One has to be careful when tossing around phrases like “This may be the last time” in the context of Rolling Stones happenings. They have, for about 642 decades now, been making a mockery of such pronouncements. They make their own rules. The first time I saw the Stones as a pre-teen, the jeering, about how preposterous it was for men of their age to be prancing around onstage playing rebel rock’n’roll music, was deafening.
That was 28 years ago.
And so… a press conference in Hackney. Well, why not? Nobody does press conferences anymore: least of all to announce that they have “cut” some “new tracks”. And especially when everyone in the world already knows that you are releasing said tracks, as your first album for 18 years, entitled Hackney Diamonds.
Absence from the studio has certainly, Bowie-style, made the public’s heart grow fonder. It is difficult to imagine the scenes that were occurring outside the Empire on Mare Street – in brief: total pandemonium – greeting the announcement of 1997’s Bridges To Babylon or 2005’s A Bigger Bang.
But goodness, what a treat to see the three still breathing The Rolling Stones onstage together for the first time – outside of concerts of course – in God knows how long. They should do it more often because they are very, very good at this sort of thing. From the moment they were introduced by Jimmy Fallon – who later said he and Mick had “gone for a pint” in the Ship up the road the night before – it was hysterically entertaining.
Oddly, though this was an occasion ostensibly arranged to announce the 26th Rolling Stones album, nitty gritty details were thin on the ground. Ronnie Wood – who has now been a Stone for seven times as long as Brian Jones was – at one point let slip that Lady Gaga features on it, but there was no mention of the fact that Paul McCartney and Elton John appear on it as well.

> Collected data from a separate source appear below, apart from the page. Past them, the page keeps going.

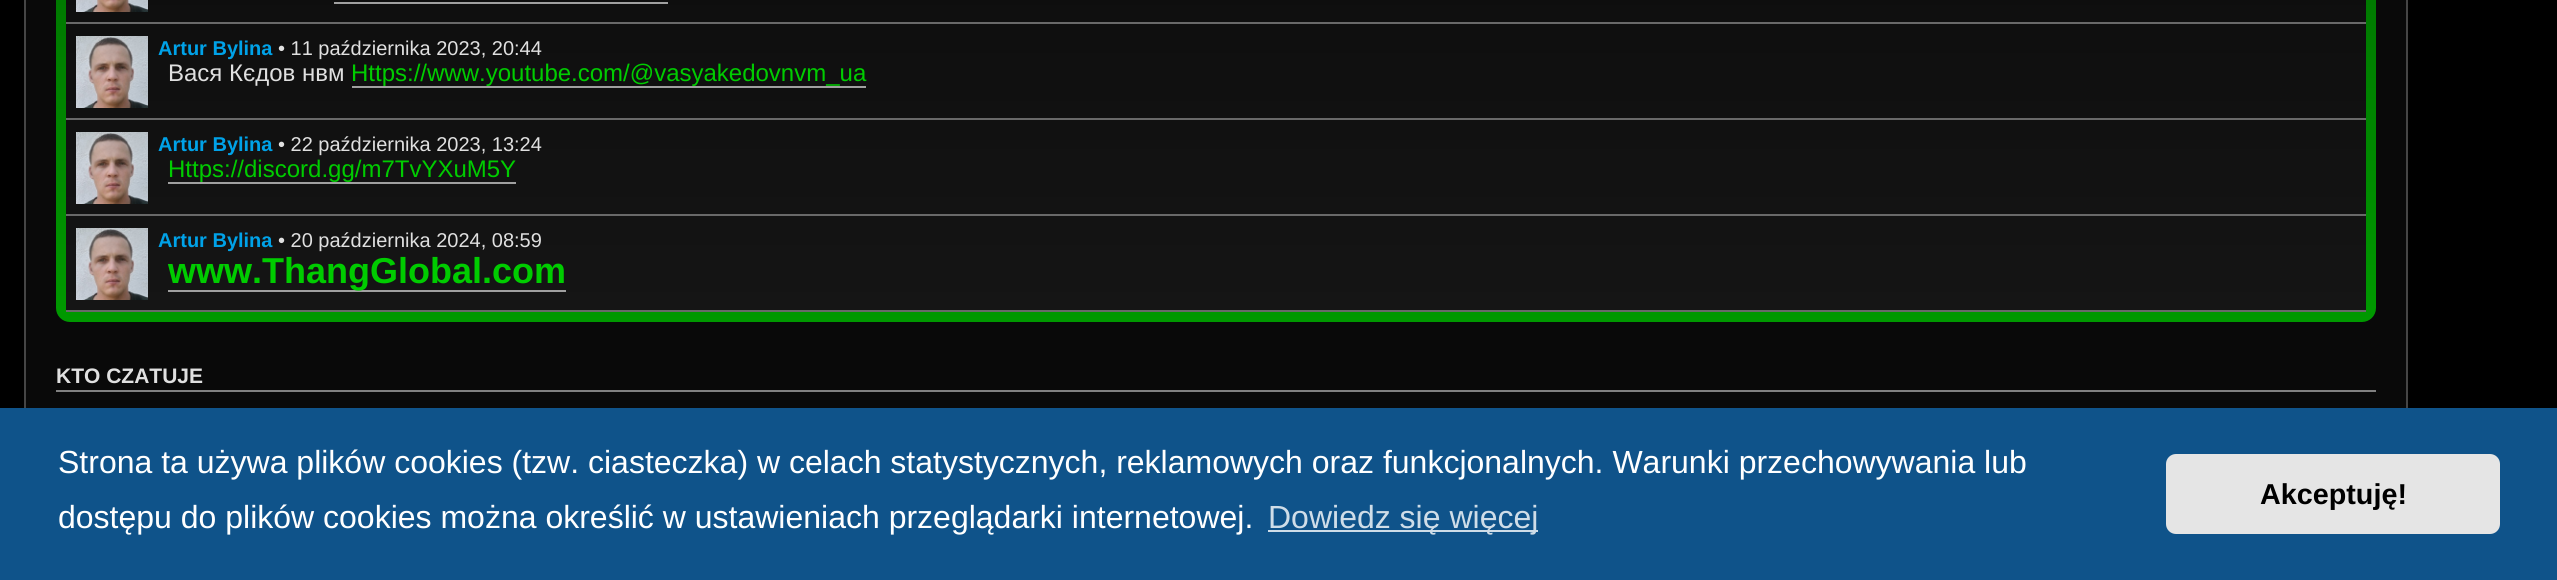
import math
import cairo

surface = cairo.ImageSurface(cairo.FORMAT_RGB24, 2557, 580)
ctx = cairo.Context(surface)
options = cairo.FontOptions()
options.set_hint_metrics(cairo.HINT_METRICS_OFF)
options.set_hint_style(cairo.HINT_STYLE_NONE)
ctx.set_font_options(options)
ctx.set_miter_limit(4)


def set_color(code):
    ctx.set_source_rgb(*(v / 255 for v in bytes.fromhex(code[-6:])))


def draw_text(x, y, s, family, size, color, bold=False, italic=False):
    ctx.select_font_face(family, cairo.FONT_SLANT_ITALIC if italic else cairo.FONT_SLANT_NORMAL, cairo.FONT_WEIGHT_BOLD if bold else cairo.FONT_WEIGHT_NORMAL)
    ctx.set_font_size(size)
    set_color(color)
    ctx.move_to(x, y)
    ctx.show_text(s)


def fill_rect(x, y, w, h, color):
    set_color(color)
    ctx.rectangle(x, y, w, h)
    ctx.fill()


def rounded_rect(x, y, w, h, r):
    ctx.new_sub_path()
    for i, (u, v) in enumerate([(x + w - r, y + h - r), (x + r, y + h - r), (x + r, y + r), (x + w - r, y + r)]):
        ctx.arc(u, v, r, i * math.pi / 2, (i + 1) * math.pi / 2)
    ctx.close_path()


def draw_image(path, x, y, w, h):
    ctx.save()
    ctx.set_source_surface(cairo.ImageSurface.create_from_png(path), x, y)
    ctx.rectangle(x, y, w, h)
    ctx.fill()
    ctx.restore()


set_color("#000000")
ctx.paint()
fill_rect(26, 0, 2380, 408, "#090909")
ctx.rectangle(25, -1, 2382, 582)
set_color("#454545")
ctx.stroke()
gradient = cairo.LinearGradient(1216, -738, 1216, 322)
gradient.add_color_stop_rgba(0, 0, 0.2, 0, 1)
gradient.add_color_stop_rgba(1, 0, 0.6, 0, 1)
ctx.set_source(gradient)
rounded_rect(56, -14, 2320, 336, 14)
ctx.fill()
gradient = cairo.LinearGradient(1216, -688, 1216, 312)
gradient.add_color_stop_rgba(0, 0, 0, 0, 1)
gradient.add_color_stop_rgba(1, 0.082, 0.082, 0.082, 1)
ctx.set_source(gradient)
ctx.rectangle(66, 0, 2300, 310)
ctx.fill()
fill_rect(66, 22, 2300, 2, "#696969")
draw_image("assets/img1.png", 76, 0, 72, 12)
fill_rect(334, 2, 334, 2, "#a0a0a0")
fill_rect(66, 118, 2300, 2, "#696969")
draw_image("assets/img2.png", 76, 36, 72, 72)
draw_text(158, 55, "Artur Bylina", "Liberation Sans", 20, "#00a2e8", bold=True)
draw_text(278, 55, "• 11 października 2023, 20:44", "Liberation Sans", 20, "#e0e0e0")
draw_text(168, 81, "Вася Кєдов нвм", "Liberation Sans", 24, "#e0e0e0")
draw_text(351, 81, "Https://www.youtube.com/@vasyakedovnvm_ua", "Liberation Sans", 24, "#00cc00")
fill_rect(352, 86, 514, 2, "#a0a0a0")
fill_rect(66, 214, 2300, 2, "#696969")
draw_image("assets/img2.png", 76, 132, 72, 72)
draw_text(158, 151, "Artur Bylina", "Liberation Sans", 20, "#00a2e8", bold=True)
draw_text(278, 151, "• 22 października 2023, 13:24", "Liberation Sans", 20, "#e0e0e0")
draw_text(168, 177, "Https://discord.gg/m7TvYXuM5Y", "Liberation Sans", 24, "#00cc00")
fill_rect(168, 182, 348, 2, "#a0a0a0")
fill_rect(66, 310, 2300, 2, "#696969")
draw_image("assets/img2.png", 76, 228, 72, 72)
draw_text(158, 247, "Artur Bylina", "Liberation Sans", 20, "#00a2e8", bold=True)
draw_text(278, 247, "• 20 października 2024, 08:59", "Liberation Sans", 20, "#e0e0e0")
fill_rect(168, 290, 398, 2, "#a0a0a0")
draw_text(168, 283, "www.ThangGlobal.com", "Liberation Sans", 36, "#00cc00", bold=True)
fill_rect(56, 390, 2320, 2, "#808080")
draw_text(56, 383, "KTO CZATUJE", "Liberation Sans", 21, "#e0e0e0", bold=True)
fill_rect(0, 408, 2557, 172, "#0f538a")
draw_text(58, 473, "Strona ta używa plików cookies (tzw. ciasteczka) w celach statystycznych, reklamowych oraz funkcjonalnych. Warunki przechowywania lub", "Liberation Sans", 32, "#ffffff")
draw_text(58, 528, "dostępu do plików cookies można określić w ustawieniach przeglądarki internetowej.", "Liberation Sans", 32, "#ffffff")
fill_rect(1268, 530, 270, 2, "#cfdde8")
draw_text(1268, 528, "Dowiedz się więcej", "Liberation Sans", 32, "#cfdde8")
set_color("#e5e5e5")
rounded_rect(2166, 454, 334, 80, 10)
ctx.fill()
draw_text(2260, 504, "Akceptuję!", "Liberation Sans", 28.75, "#000000", bold=True)
surface.write_to_png("output.png")
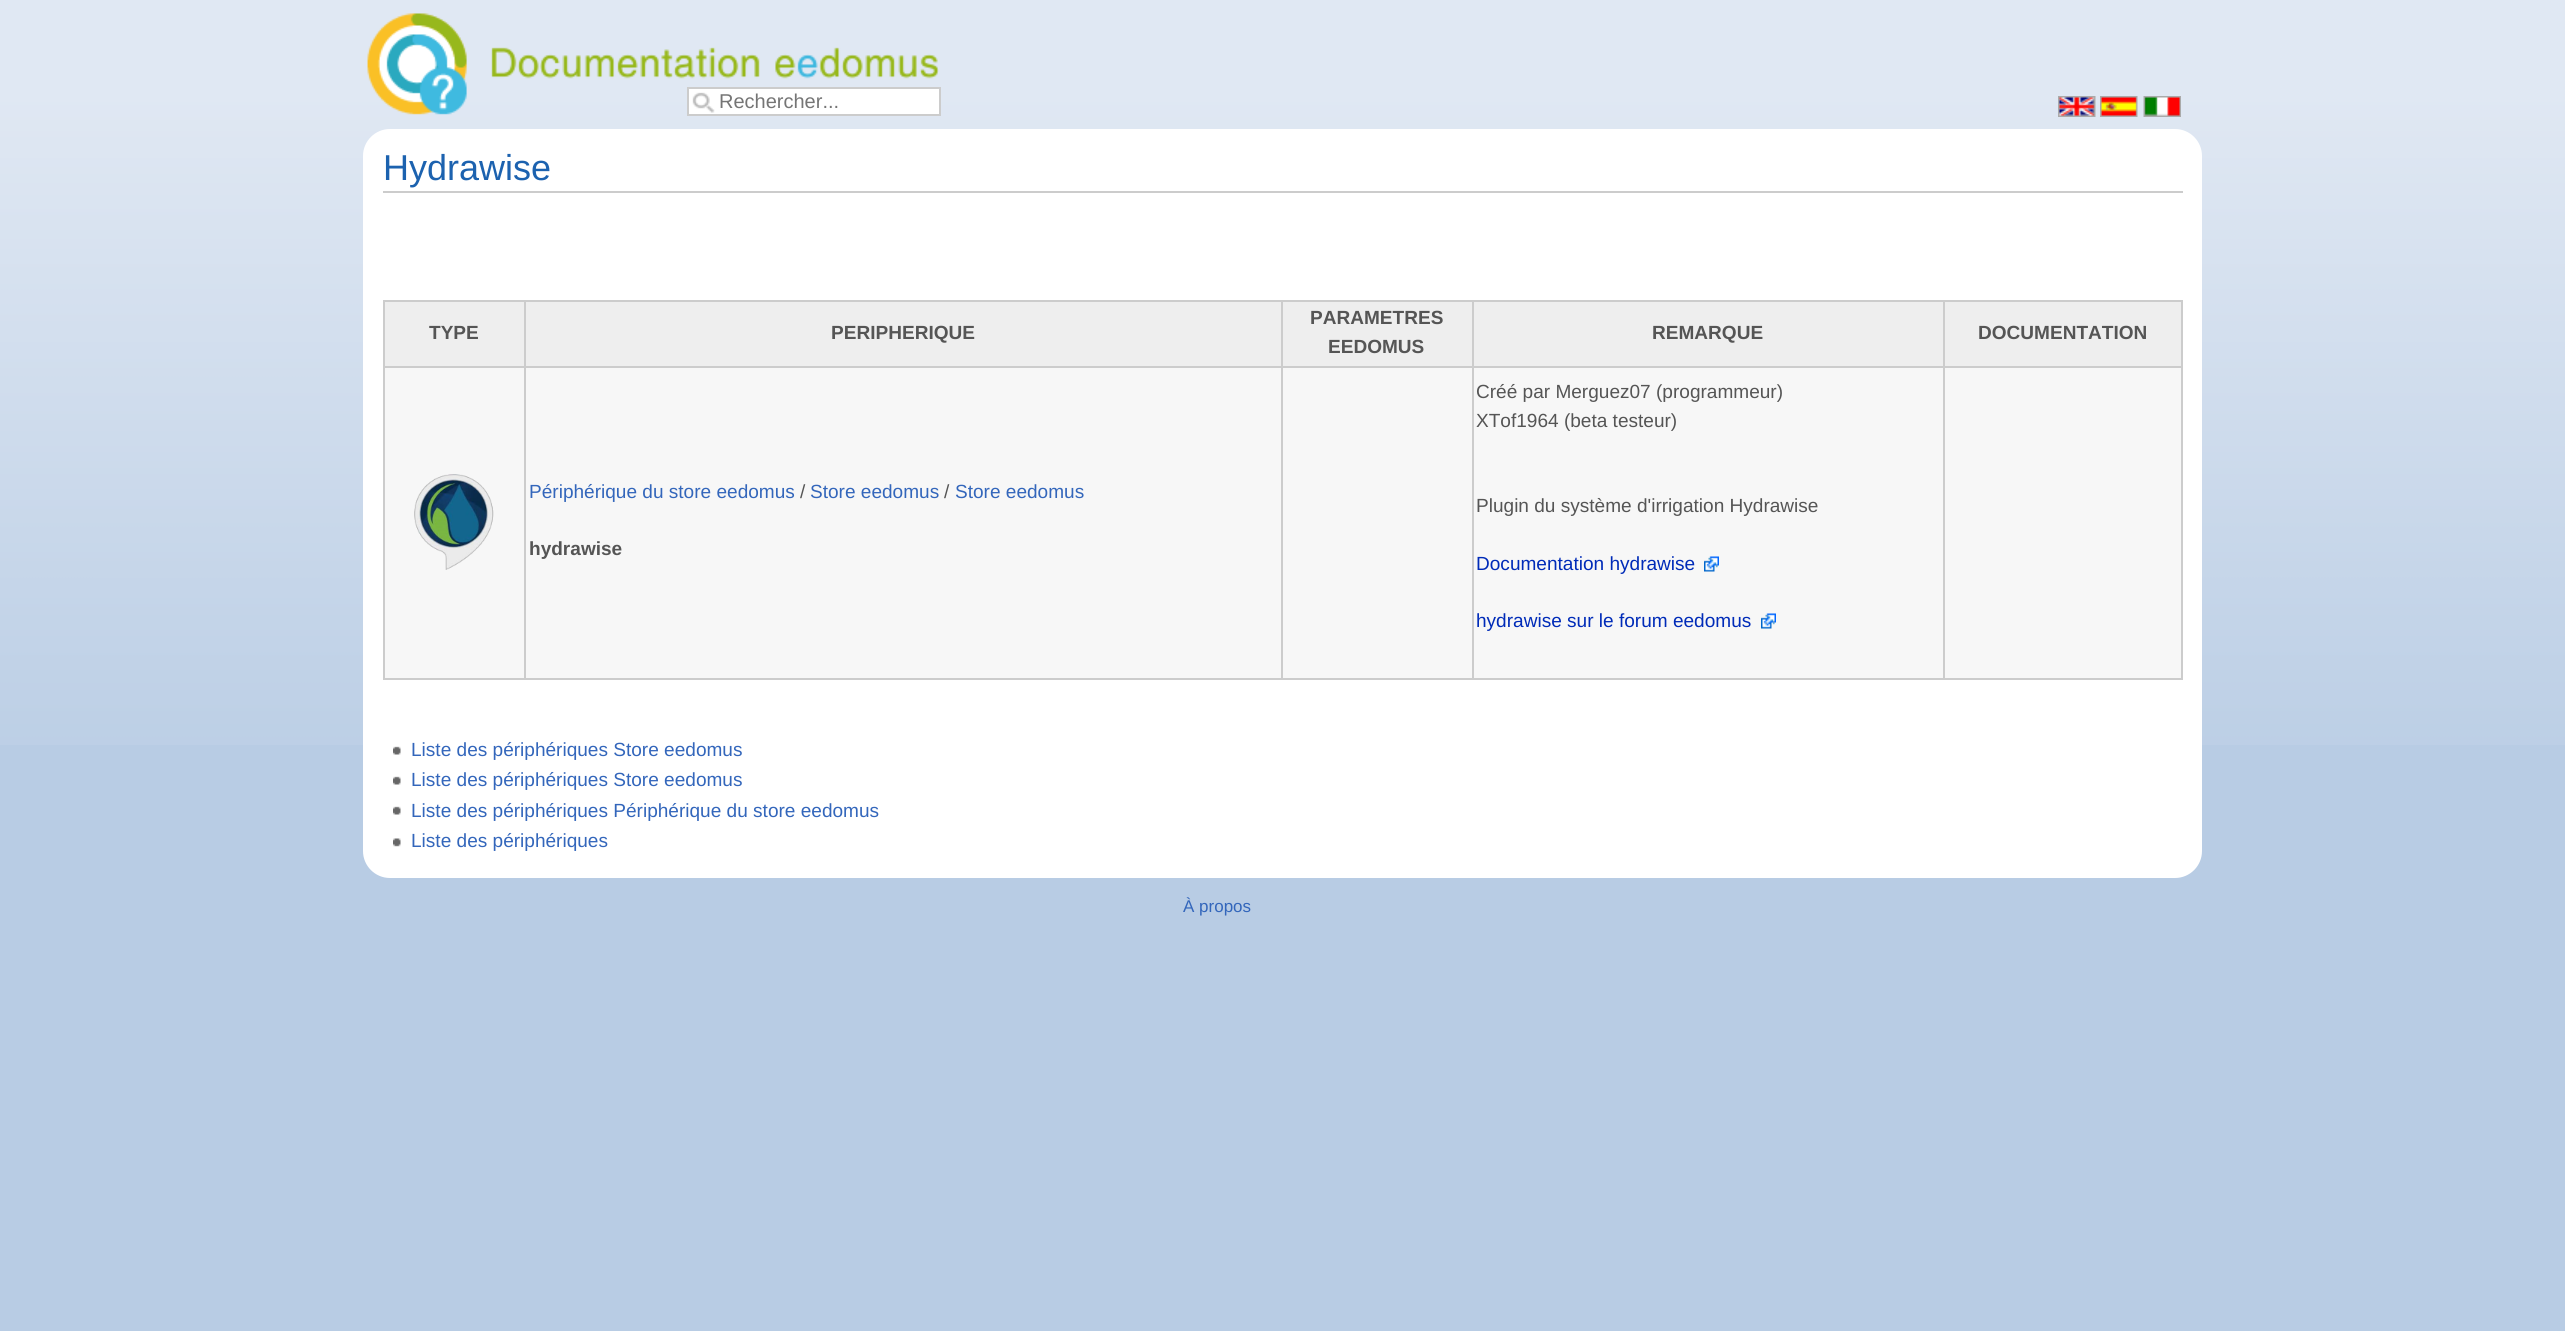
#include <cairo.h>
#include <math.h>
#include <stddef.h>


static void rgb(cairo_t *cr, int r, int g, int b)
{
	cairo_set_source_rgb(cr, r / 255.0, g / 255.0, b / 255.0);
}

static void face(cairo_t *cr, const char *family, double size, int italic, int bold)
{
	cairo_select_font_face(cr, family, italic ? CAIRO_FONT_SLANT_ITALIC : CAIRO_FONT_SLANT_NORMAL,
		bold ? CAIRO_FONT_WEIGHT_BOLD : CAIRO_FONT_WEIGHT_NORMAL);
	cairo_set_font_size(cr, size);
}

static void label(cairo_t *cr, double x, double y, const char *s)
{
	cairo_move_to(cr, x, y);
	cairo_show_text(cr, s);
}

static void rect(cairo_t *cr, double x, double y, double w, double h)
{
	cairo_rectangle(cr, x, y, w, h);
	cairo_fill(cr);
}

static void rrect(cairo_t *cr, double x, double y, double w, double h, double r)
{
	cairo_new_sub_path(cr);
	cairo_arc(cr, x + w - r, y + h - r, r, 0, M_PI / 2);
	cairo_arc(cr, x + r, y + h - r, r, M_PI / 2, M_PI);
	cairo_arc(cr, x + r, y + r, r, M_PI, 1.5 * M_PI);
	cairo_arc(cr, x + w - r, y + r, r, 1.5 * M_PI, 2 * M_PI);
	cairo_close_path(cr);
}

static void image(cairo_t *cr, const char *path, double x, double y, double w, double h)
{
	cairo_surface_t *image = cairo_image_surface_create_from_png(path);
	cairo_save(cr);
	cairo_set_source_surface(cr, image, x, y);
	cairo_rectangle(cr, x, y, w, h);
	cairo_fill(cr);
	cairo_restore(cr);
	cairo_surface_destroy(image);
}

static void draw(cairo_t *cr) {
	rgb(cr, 184, 204, 228);
	cairo_paint(cr);
	image(cr, "image0.png", 0, 0, 2565, 745);
	image(cr, "image1.png", 367, 13, 572, 102);
	rgb(cr, 255, 255, 255);
	rect(cr, 689, 89, 250, 25);
	image(cr, "image2.png", 692, 92, 23, 21);
	cairo_rectangle(cr, 688, 88, 252, 27);
	rgb(cr, 204, 204, 204);
	cairo_stroke(cr);
	face(cr, "Liberation Sans", 20, 0, 0);
	rgb(cr, 117, 117, 117);
	label(cr, 719, 108, "Rechercher...");
	image(cr, "image3.png", 2058, 96, 38, 21);
	image(cr, "image4.png", 2100, 96, 38, 21);
	image(cr, "image5.png", 2143, 96, 38, 21);
	rgb(cr, 255, 255, 255);
	rrect(cr, 363, 129, 1839, 749, 27);
	cairo_fill(cr);
	rgb(cr, 204, 204, 204);
	rect(cr, 383, 191, 1800, 2);
	face(cr, "Liberation Sans", 36, 0, 0);
	rgb(cr, 28, 98, 175);
	label(cr, 383, 180, "Hydrawise");
	rgb(cr, 247, 247, 247);
	rect(cr, 385, 368, 1796, 310);
	rgb(cr, 204, 204, 204);
	rect(cr, 383, 300, 1800, 2);
	rect(cr, 2181, 300, 2, 380);
	rect(cr, 383, 678, 1800, 2);
	rect(cr, 383, 300, 2, 380);
	rgb(cr, 238, 238, 238);
	rect(cr, 385, 302, 139, 64);
	face(cr, "Liberation Sans", 19.05, 0, 1);
	rgb(cr, 85, 85, 85);
	label(cr, 429, 339, "TYPE");
	rgb(cr, 238, 238, 238);
	rect(cr, 526, 302, 755, 64);
	rgb(cr, 204, 204, 204);
	rect(cr, 1943, 366, 240, 2);
	rect(cr, 1943, 366, 2, 314);
	rect(cr, 1472, 366, 472, 2);
	rect(cr, 1472, 366, 2, 314);
	rect(cr, 1281, 366, 192, 2);
	rect(cr, 1281, 366, 2, 314);
	rect(cr, 524, 366, 759, 2);
	rect(cr, 524, 366, 2, 314);
	rect(cr, 383, 366, 142, 2);
	rect(cr, 524, 300, 2, 68);
	rgb(cr, 85, 85, 85);
	label(cr, 831, 339, "PERIPHERIQUE");
	rgb(cr, 238, 238, 238);
	rect(cr, 1283, 302, 189, 64);
	rgb(cr, 204, 204, 204);
	rect(cr, 1281, 300, 2, 68);
	rgb(cr, 85, 85, 85);
	label(cr, 1310, 324, "PARAMETRES");
	label(cr, 1328, 353, "EEDOMUS");
	rgb(cr, 238, 238, 238);
	rect(cr, 1474, 302, 469, 64);
	rgb(cr, 204, 204, 204);
	rect(cr, 1472, 300, 2, 68);
	rgb(cr, 85, 85, 85);
	label(cr, 1652, 339, "REMARQUE");
	rgb(cr, 238, 238, 238);
	rect(cr, 1945, 302, 236, 64);
	rgb(cr, 204, 204, 204);
	rect(cr, 1943, 300, 2, 68);
	rgb(cr, 85, 85, 85);
	label(cr, 1978, 339, "DOCUMENTATION");
	image(cr, "image6.png", 414, 474, 80, 96);
	face(cr, "Liberation Sans", 19.05, 0, 0);
	rgb(cr, 51, 102, 187);
	label(cr, 529, 498, "Périphérique du store eedomus");
	rgb(cr, 85, 85, 85);
	label(cr, 800, 498, "/");
	rgb(cr, 51, 102, 187);
	label(cr, 810, 498, "Store eedomus");
	rgb(cr, 85, 85, 85);
	label(cr, 944, 498, "/");
	rgb(cr, 51, 102, 187);
	label(cr, 955, 498, "Store eedomus");
	face(cr, "Liberation Sans", 19.05, 0, 1);
	rgb(cr, 85, 85, 85);
	label(cr, 529, 555, "hydrawise");
	face(cr, "Liberation Sans", 19.05, 0, 0);
	label(cr, 1476, 398, "Créé par Merguez07 (programmeur)");
	label(cr, 1476, 427, "XTof1964 (beta testeur)");
	label(cr, 1476, 512, "Plugin du système d'irrigation Hydrawise");
	rgb(cr, 0, 43, 184);
	label(cr, 1476, 570, "Documentation hydrawise");
	image(cr, "image7.png", 1704, 556, 15, 16);
	label(cr, 1476, 627, "hydrawise sur le forum eedomus");
	image(cr, "image7.png", 1761, 613, 15, 16);
	image(cr, "image8.png", 393, 746, 8, 9);
	rgb(cr, 51, 102, 187);
	label(cr, 411, 756, "Liste des périphériques Store eedomus");
	image(cr, "image8.png", 393, 776, 8, 9);
	label(cr, 411, 786, "Liste des périphériques Store eedomus");
	image(cr, "image8.png", 393, 806, 8, 9);
	label(cr, 411, 817, "Liste des périphériques Périphérique du store eedomus");
	image(cr, "image9.png", 393, 838, 8, 9);
	label(cr, 411, 847, "Liste des périphériques");
	face(cr, "Liberation Sans", 17, 0, 0);
	label(cr, 1183, 912, "À propos");
}

int main(void) {
	cairo_surface_t *surface = cairo_image_surface_create(CAIRO_FORMAT_RGB24, 2565, 1331);
	cairo_t *cr = cairo_create(surface);
	cairo_font_options_t *options = cairo_font_options_create();
	cairo_font_options_set_hint_metrics(options, CAIRO_HINT_METRICS_OFF);
	cairo_font_options_set_hint_style(options, CAIRO_HINT_STYLE_NONE);
	cairo_set_font_options(cr, options);
	cairo_set_miter_limit(cr, 4);
	draw(cr);
	cairo_surface_write_to_png(surface, "render.png");
	cairo_font_options_destroy(options);
	cairo_destroy(cr);
	cairo_surface_destroy(surface);
	return 0;
}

But who cares about such trivialities when you have Mick Jagger, Keith Richards and Ronnie Wood being as ceaselessly funny as this? At one point, Fallon attempted a track by track run through. “What’s Angry about?” he asked. “Well,” responded Jagger, vowels as comically slurred as ever, “It’s about being angry, innit?”
The vibe, throughout, was warm. At one point, Fallon asked if any of the Rolling Stones had ever fallen in love with a woman in one of their audiences. “Oh, all of them, man,” cackled Keith Richards. The laughter from the assembled crowd said everything. Nobody wants The Rolling Stones to be anything other than The Rolling Stones. It’s why they were – are – able to then premier a video for lead single Angry with It actress of the moment Sydney Sweeney – present in the front row with her mum – writhing around in not-much-leather-at-all on the bonnet of a an open topped lips-red Mercedes cruising down Hollywood Boulevard.
So… will Hackney Diamonds be any good? There is no reason for the Rolling Stones in 2023, to use 60s/70s parlance, to “put out a record” unless it is. And everything they put out in the last decade or so has, in fact, been pretty good. 2012’s Doom And Gloom was a swaggering, …Jack Flash-esque joy. Living In A Ghost Town from 2020 – hastily reworded and released during lockdown – was also great. They still, in their sixth of God knows how many decades in total, have it. And we are still lucky to have them.